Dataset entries
——

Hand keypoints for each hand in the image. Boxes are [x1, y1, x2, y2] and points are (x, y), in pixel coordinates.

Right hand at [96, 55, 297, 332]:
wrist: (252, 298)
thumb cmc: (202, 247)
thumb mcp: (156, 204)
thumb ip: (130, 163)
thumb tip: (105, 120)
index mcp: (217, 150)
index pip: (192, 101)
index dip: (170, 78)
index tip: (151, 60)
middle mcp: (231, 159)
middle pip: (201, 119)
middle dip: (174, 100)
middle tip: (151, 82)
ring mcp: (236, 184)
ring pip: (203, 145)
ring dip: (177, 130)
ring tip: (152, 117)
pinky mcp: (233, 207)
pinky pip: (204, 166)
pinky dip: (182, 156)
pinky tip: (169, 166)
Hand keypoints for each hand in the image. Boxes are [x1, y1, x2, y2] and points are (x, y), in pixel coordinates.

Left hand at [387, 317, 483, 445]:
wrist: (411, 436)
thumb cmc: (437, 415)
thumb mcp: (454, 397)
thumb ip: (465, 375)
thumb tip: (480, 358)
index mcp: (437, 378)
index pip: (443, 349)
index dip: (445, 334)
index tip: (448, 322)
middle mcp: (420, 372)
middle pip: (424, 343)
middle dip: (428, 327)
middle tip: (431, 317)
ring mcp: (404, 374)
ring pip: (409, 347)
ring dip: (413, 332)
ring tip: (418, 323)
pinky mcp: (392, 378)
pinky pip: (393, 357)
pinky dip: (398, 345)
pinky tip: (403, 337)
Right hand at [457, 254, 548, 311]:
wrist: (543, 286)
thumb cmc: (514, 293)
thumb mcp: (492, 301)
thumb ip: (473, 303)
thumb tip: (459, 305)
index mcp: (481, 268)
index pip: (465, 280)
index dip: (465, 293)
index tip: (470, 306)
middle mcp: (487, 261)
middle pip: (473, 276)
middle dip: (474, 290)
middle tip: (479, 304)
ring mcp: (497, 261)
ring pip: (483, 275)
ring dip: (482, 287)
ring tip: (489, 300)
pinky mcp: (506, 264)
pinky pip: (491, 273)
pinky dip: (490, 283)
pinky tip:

——

### WORK ORDER
For every line of the data above that contains "thumb", copy that line.

### SOLUTION FOR THIS EXERCISE
thumb cmc: (202, 247)
thumb mcp: (156, 204)
thumb ip: (130, 163)
thumb tip: (105, 120)
thumb cmc: (437, 415)
thumb mcp: (454, 397)
thumb ip: (465, 375)
thumb tip: (480, 358)
thumb cmc: (514, 293)
thumb mcp: (492, 301)
thumb ip: (473, 303)
thumb tip: (459, 305)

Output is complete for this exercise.